Ha, we just posted the same answer within fifteen seconds of each other. Great minds . . . ! :-P
Wow that was really funny, cant agree more :)
Thank you - that did it. Commas in the array definition was just a typo I made when writing the question. Array specification in my script doesn't have any commas.
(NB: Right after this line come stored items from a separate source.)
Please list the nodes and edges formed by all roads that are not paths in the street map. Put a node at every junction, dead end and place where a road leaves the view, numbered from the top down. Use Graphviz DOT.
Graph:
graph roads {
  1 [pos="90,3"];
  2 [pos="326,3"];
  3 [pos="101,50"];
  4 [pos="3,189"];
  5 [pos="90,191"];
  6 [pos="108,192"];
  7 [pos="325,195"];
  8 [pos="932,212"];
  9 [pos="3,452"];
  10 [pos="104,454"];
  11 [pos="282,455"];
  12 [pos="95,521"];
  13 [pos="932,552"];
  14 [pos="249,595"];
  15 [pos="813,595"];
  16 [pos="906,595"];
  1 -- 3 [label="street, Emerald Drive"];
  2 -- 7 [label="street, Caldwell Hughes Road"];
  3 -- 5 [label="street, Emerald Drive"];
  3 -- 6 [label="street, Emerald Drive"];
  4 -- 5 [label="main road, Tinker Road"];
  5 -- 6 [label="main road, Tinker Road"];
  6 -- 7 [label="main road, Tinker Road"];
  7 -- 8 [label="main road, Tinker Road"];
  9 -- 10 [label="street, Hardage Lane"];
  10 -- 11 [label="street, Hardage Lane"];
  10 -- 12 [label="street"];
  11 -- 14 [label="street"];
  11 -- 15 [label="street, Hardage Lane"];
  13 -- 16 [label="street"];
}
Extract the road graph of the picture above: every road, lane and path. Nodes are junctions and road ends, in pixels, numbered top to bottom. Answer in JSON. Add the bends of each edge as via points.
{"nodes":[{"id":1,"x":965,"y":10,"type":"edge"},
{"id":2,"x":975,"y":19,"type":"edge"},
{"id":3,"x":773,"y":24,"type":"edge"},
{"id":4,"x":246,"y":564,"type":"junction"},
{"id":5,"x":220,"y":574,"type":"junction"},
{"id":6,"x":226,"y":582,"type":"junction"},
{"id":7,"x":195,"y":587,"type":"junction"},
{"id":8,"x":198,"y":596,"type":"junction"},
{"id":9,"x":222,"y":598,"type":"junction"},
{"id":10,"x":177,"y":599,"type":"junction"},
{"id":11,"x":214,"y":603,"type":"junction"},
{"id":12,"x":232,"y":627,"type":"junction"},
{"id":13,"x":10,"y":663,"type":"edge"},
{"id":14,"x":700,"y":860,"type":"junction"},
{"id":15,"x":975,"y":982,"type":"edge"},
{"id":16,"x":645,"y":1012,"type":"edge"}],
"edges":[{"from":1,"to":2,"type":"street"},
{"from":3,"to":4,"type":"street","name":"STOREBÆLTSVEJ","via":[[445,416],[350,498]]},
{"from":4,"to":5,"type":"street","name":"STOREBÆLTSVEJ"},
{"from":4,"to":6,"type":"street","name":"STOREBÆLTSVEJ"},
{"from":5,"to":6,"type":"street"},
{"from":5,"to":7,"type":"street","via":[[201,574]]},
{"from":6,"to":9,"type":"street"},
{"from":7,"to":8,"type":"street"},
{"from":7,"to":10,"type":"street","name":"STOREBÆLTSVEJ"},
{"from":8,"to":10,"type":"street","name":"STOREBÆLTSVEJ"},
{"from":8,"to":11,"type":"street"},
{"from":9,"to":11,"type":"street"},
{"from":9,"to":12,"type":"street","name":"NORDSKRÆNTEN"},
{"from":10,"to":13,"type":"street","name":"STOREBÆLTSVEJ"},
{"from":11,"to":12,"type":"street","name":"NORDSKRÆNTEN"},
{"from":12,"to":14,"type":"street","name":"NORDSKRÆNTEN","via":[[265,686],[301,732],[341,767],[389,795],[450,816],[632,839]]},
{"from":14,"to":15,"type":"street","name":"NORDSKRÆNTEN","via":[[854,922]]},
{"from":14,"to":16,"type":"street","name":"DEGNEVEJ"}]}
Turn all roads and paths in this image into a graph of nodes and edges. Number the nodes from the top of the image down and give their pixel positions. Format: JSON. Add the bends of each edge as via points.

Use of indirection solved the problem.
If this answer helped you solve your problem, please consider marking it as "accepted", so users facing a similar problem in the future will be able to see it easily.
0

This:

array1=(el1 el2 el3 el4 el5)
array2=(el10 el12 el14)
array3=(el5 el4 el11 el8)

for j in {1..3} ; do
    # copy array$j to a new array called tmp_array:
    tmp_array_name="array$j[@]"
    tmp_array=("${!tmp_array_name}")

    # iterate over the keys of tmp_array:
    for k in "${!tmp_array[@]}" ; do
        echo "\${array$j[$k]} is ${tmp_array[k]}"
    done
done

prints this:

${array1[0]} is el1
${array1[1]} is el2
${array1[2]} is el3
${array1[3]} is el4
${array1[4]} is el5
${array2[0]} is el10
${array2[1]} is el12
${array2[2]} is el14
${array3[0]} is el5
${array3[1]} is el4
${array3[2]} is el11
${array3[3]} is el8

There may well be some way to do this without creating tmp_array, but I couldn't get the indirection to work without it.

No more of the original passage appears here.